Collected data:
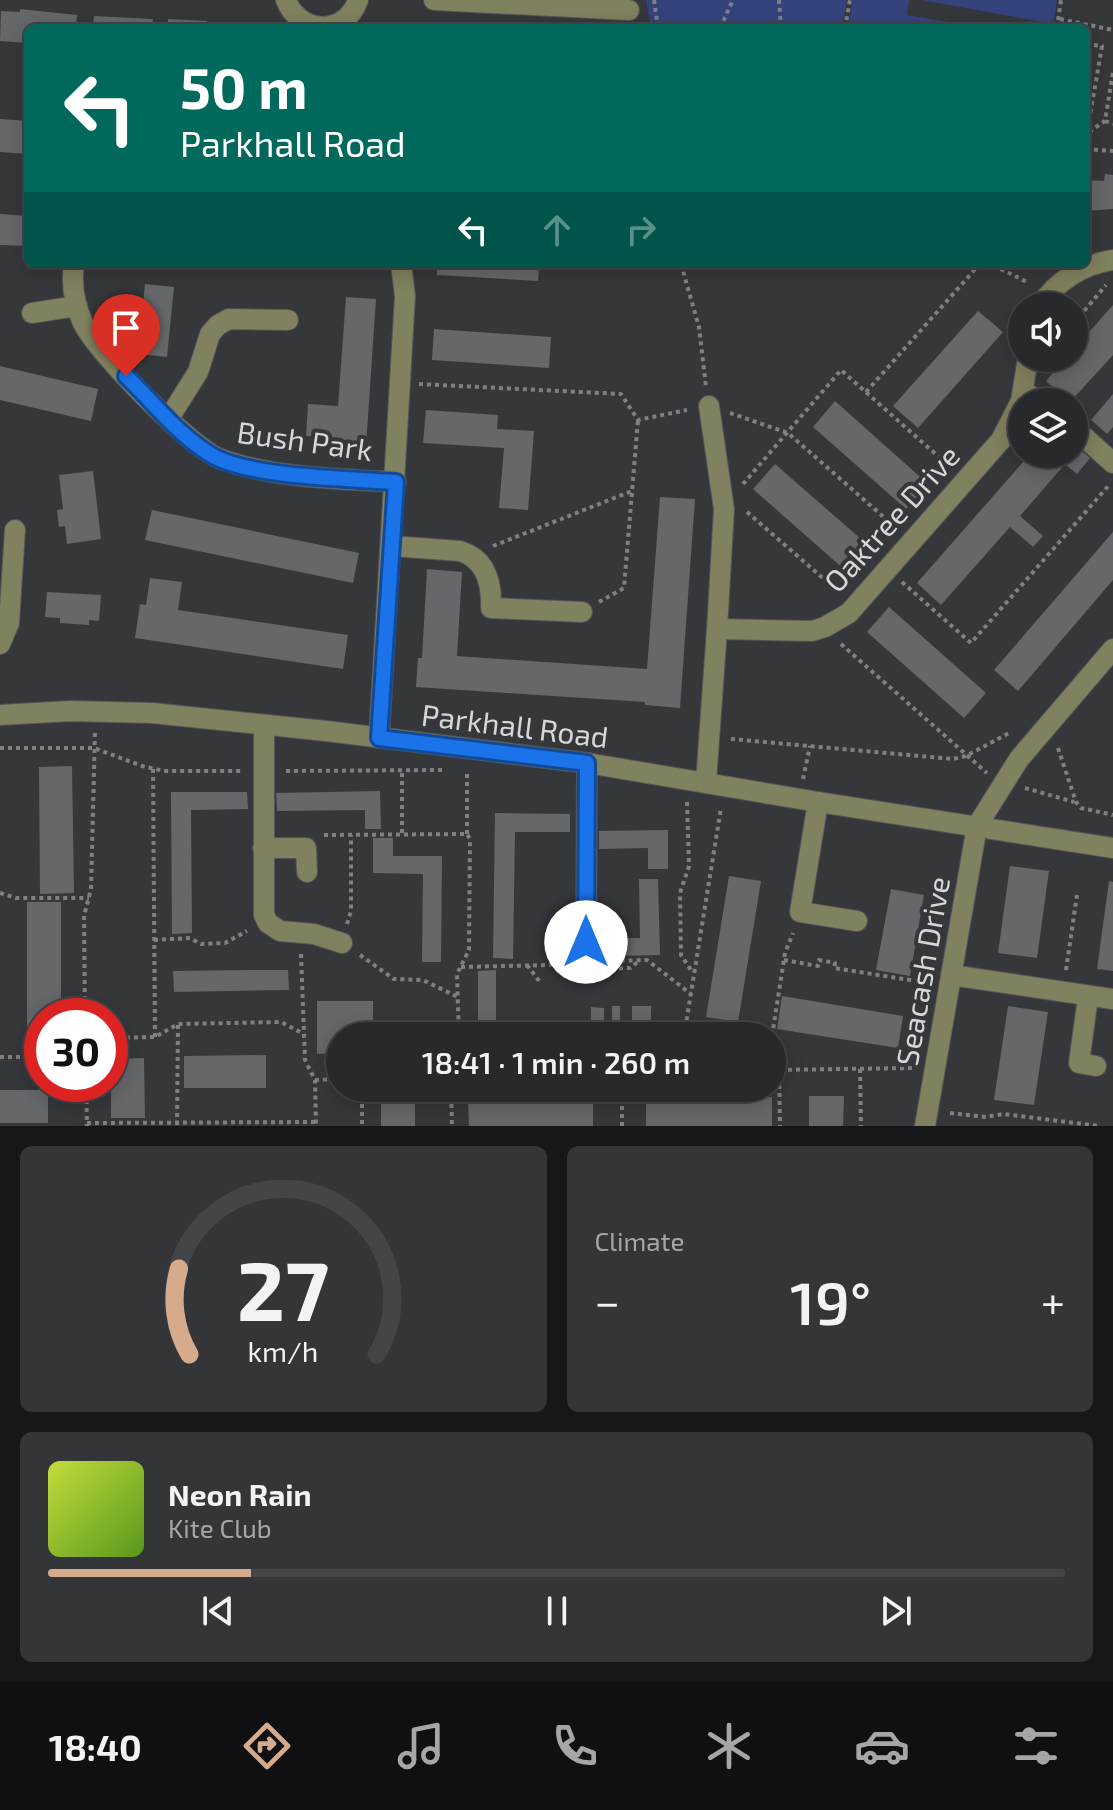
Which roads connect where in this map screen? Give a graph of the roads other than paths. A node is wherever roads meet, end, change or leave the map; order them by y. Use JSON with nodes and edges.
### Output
{"nodes":[{"id":1,"x":286,"y":0,"type":"edge"},
{"id":2,"x":358,"y":0,"type":"edge"},
{"id":3,"x":434,"y":0,"type":"edge"},
{"id":4,"x":521,"y":2,"type":"edge"},
{"id":5,"x":629,"y":10,"type":"dead end"},
{"id":6,"x":597,"y":18,"type":"edge"},
{"id":7,"x":309,"y":24,"type":"edge"},
{"id":8,"x":333,"y":24,"type":"edge"},
{"id":9,"x":1113,"y":260,"type":"edge"},
{"id":10,"x":1090,"y":267,"type":"edge"},
{"id":11,"x":74,"y":268,"type":"edge"},
{"id":12,"x":402,"y":268,"type":"edge"},
{"id":13,"x":1088,"y":268,"type":"edge"},
{"id":14,"x":1054,"y":292,"type":"edge"},
{"id":15,"x":77,"y":306,"type":"junction"},
{"id":16,"x":32,"y":313,"type":"dead end"},
{"id":17,"x":288,"y":320,"type":"dead end"},
{"id":18,"x":709,"y":406,"type":"road end"},
{"id":19,"x":169,"y":418,"type":"junction"},
{"id":20,"x":1008,"y":429,"type":"edge"},
{"id":21,"x":1088,"y":441,"type":"edge"},
{"id":22,"x":1113,"y":463,"type":"edge"},
{"id":23,"x":396,"y":482,"type":"junction"},
{"id":24,"x":15,"y":530,"type":"dead end"},
{"id":25,"x":392,"y":546,"type":"junction"},
{"id":26,"x":582,"y":612,"type":"road end"},
{"id":27,"x":717,"y":629,"type":"junction"},
{"id":28,"x":0,"y":644,"type":"edge"},
{"id":29,"x":1113,"y":649,"type":"edge"},
{"id":30,"x":0,"y":715,"type":"edge"},
{"id":31,"x":264,"y":725,"type":"junction"},
{"id":32,"x":379,"y":738,"type":"junction"},
{"id":33,"x":587,"y":763,"type":"junction"},
{"id":34,"x":706,"y":782,"type":"junction"},
{"id":35,"x":809,"y":801,"type":"junction"},
{"id":36,"x":977,"y":826,"type":"junction"},
{"id":37,"x":263,"y":848,"type":"junction"},
{"id":38,"x":1113,"y":848,"type":"edge"},
{"id":39,"x":307,"y":872,"type":"dead end"},
{"id":40,"x":857,"y":921,"type":"dead end"},
{"id":41,"x":342,"y":943,"type":"road end"},
{"id":42,"x":586,"y":946,"type":"road end"},
{"id":43,"x":950,"y":980,"type":"junction"},
{"id":44,"x":1088,"y":997,"type":"junction"},
{"id":45,"x":1113,"y":999,"type":"edge"},
{"id":46,"x":1096,"y":1066,"type":"dead end"},
{"id":47,"x":927,"y":1118,"type":"edge"}],
"edges":[{"from":1,"to":7,"type":"street"},
{"from":2,"to":8,"type":"street"},
{"from":3,"to":4,"type":"street"},
{"from":4,"to":6,"type":"street"},
{"from":5,"to":6,"type":"street"},
{"from":9,"to":10,"type":"street"},
{"from":11,"to":15,"type":"street","name":"Bush Park"},
{"from":12,"to":23,"type":"street","name":"Bush Park"},
{"from":13,"to":14,"type":"street"},
{"from":15,"to":16,"type":"street"},
{"from":15,"to":19,"type":"street","name":"Bush Park"},
{"from":17,"to":19,"type":"street"},
{"from":18,"to":27,"type":"street"},
{"from":19,"to":23,"type":"street","name":"Bush Park"},
{"from":20,"to":27,"type":"street","name":"Oaktree Drive"},
{"from":21,"to":22,"type":"street"},
{"from":23,"to":25,"type":"street","name":"Bush Park"},
{"from":24,"to":28,"type":"street"},
{"from":25,"to":26,"type":"street"},
{"from":25,"to":32,"type":"street","name":"Bush Park"},
{"from":27,"to":34,"type":"street"},
{"from":29,"to":36,"type":"street"},
{"from":30,"to":31,"type":"street","name":"Parkhall Road"},
{"from":31,"to":32,"type":"street","name":"Parkhall Road"},
{"from":31,"to":37,"type":"street"},
{"from":32,"to":33,"type":"street","name":"Parkhall Road"},
{"from":33,"to":34,"type":"street","name":"Parkhall Road"},
{"from":33,"to":42,"type":"street"},
{"from":34,"to":35,"type":"street","name":"Parkhall Road"},
{"from":35,"to":36,"type":"street","name":"Parkhall Road"},
{"from":35,"to":40,"type":"street"},
{"from":36,"to":38,"type":"street","name":"Parkhall Road"},
{"from":36,"to":43,"type":"street","name":"Seacash Drive"},
{"from":37,"to":39,"type":"street"},
{"from":37,"to":41,"type":"street"},
{"from":43,"to":44,"type":"street"},
{"from":43,"to":47,"type":"street","name":"Seacash Drive"},
{"from":44,"to":45,"type":"street"},
{"from":44,"to":46,"type":"street"}]}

TASK GOAL: The expected output is every entry above, retyped exactly, with the pictures removed.

SOLVED EXERCISE:
Which roads connect where in this map screen? Give a graph of the roads other than paths. A node is wherever roads meet, end, change or leave the map; order them by y. Use JSON with nodes and edges.
### Output
{"nodes":[{"id":1,"x":286,"y":0,"type":"edge"},
{"id":2,"x":358,"y":0,"type":"edge"},
{"id":3,"x":434,"y":0,"type":"edge"},
{"id":4,"x":521,"y":2,"type":"edge"},
{"id":5,"x":629,"y":10,"type":"dead end"},
{"id":6,"x":597,"y":18,"type":"edge"},
{"id":7,"x":309,"y":24,"type":"edge"},
{"id":8,"x":333,"y":24,"type":"edge"},
{"id":9,"x":1113,"y":260,"type":"edge"},
{"id":10,"x":1090,"y":267,"type":"edge"},
{"id":11,"x":74,"y":268,"type":"edge"},
{"id":12,"x":402,"y":268,"type":"edge"},
{"id":13,"x":1088,"y":268,"type":"edge"},
{"id":14,"x":1054,"y":292,"type":"edge"},
{"id":15,"x":77,"y":306,"type":"junction"},
{"id":16,"x":32,"y":313,"type":"dead end"},
{"id":17,"x":288,"y":320,"type":"dead end"},
{"id":18,"x":709,"y":406,"type":"road end"},
{"id":19,"x":169,"y":418,"type":"junction"},
{"id":20,"x":1008,"y":429,"type":"edge"},
{"id":21,"x":1088,"y":441,"type":"edge"},
{"id":22,"x":1113,"y":463,"type":"edge"},
{"id":23,"x":396,"y":482,"type":"junction"},
{"id":24,"x":15,"y":530,"type":"dead end"},
{"id":25,"x":392,"y":546,"type":"junction"},
{"id":26,"x":582,"y":612,"type":"road end"},
{"id":27,"x":717,"y":629,"type":"junction"},
{"id":28,"x":0,"y":644,"type":"edge"},
{"id":29,"x":1113,"y":649,"type":"edge"},
{"id":30,"x":0,"y":715,"type":"edge"},
{"id":31,"x":264,"y":725,"type":"junction"},
{"id":32,"x":379,"y":738,"type":"junction"},
{"id":33,"x":587,"y":763,"type":"junction"},
{"id":34,"x":706,"y":782,"type":"junction"},
{"id":35,"x":809,"y":801,"type":"junction"},
{"id":36,"x":977,"y":826,"type":"junction"},
{"id":37,"x":263,"y":848,"type":"junction"},
{"id":38,"x":1113,"y":848,"type":"edge"},
{"id":39,"x":307,"y":872,"type":"dead end"},
{"id":40,"x":857,"y":921,"type":"dead end"},
{"id":41,"x":342,"y":943,"type":"road end"},
{"id":42,"x":586,"y":946,"type":"road end"},
{"id":43,"x":950,"y":980,"type":"junction"},
{"id":44,"x":1088,"y":997,"type":"junction"},
{"id":45,"x":1113,"y":999,"type":"edge"},
{"id":46,"x":1096,"y":1066,"type":"dead end"},
{"id":47,"x":927,"y":1118,"type":"edge"}],
"edges":[{"from":1,"to":7,"type":"street"},
{"from":2,"to":8,"type":"street"},
{"from":3,"to":4,"type":"street"},
{"from":4,"to":6,"type":"street"},
{"from":5,"to":6,"type":"street"},
{"from":9,"to":10,"type":"street"},
{"from":11,"to":15,"type":"street","name":"Bush Park"},
{"from":12,"to":23,"type":"street","name":"Bush Park"},
{"from":13,"to":14,"type":"street"},
{"from":15,"to":16,"type":"street"},
{"from":15,"to":19,"type":"street","name":"Bush Park"},
{"from":17,"to":19,"type":"street"},
{"from":18,"to":27,"type":"street"},
{"from":19,"to":23,"type":"street","name":"Bush Park"},
{"from":20,"to":27,"type":"street","name":"Oaktree Drive"},
{"from":21,"to":22,"type":"street"},
{"from":23,"to":25,"type":"street","name":"Bush Park"},
{"from":24,"to":28,"type":"street"},
{"from":25,"to":26,"type":"street"},
{"from":25,"to":32,"type":"street","name":"Bush Park"},
{"from":27,"to":34,"type":"street"},
{"from":29,"to":36,"type":"street"},
{"from":30,"to":31,"type":"street","name":"Parkhall Road"},
{"from":31,"to":32,"type":"street","name":"Parkhall Road"},
{"from":31,"to":37,"type":"street"},
{"from":32,"to":33,"type":"street","name":"Parkhall Road"},
{"from":33,"to":34,"type":"street","name":"Parkhall Road"},
{"from":33,"to":42,"type":"street"},
{"from":34,"to":35,"type":"street","name":"Parkhall Road"},
{"from":35,"to":36,"type":"street","name":"Parkhall Road"},
{"from":35,"to":40,"type":"street"},
{"from":36,"to":38,"type":"street","name":"Parkhall Road"},
{"from":36,"to":43,"type":"street","name":"Seacash Drive"},
{"from":37,"to":39,"type":"street"},
{"from":37,"to":41,"type":"street"},
{"from":43,"to":44,"type":"street"},
{"from":43,"to":47,"type":"street","name":"Seacash Drive"},
{"from":44,"to":45,"type":"street"},
{"from":44,"to":46,"type":"street"}]}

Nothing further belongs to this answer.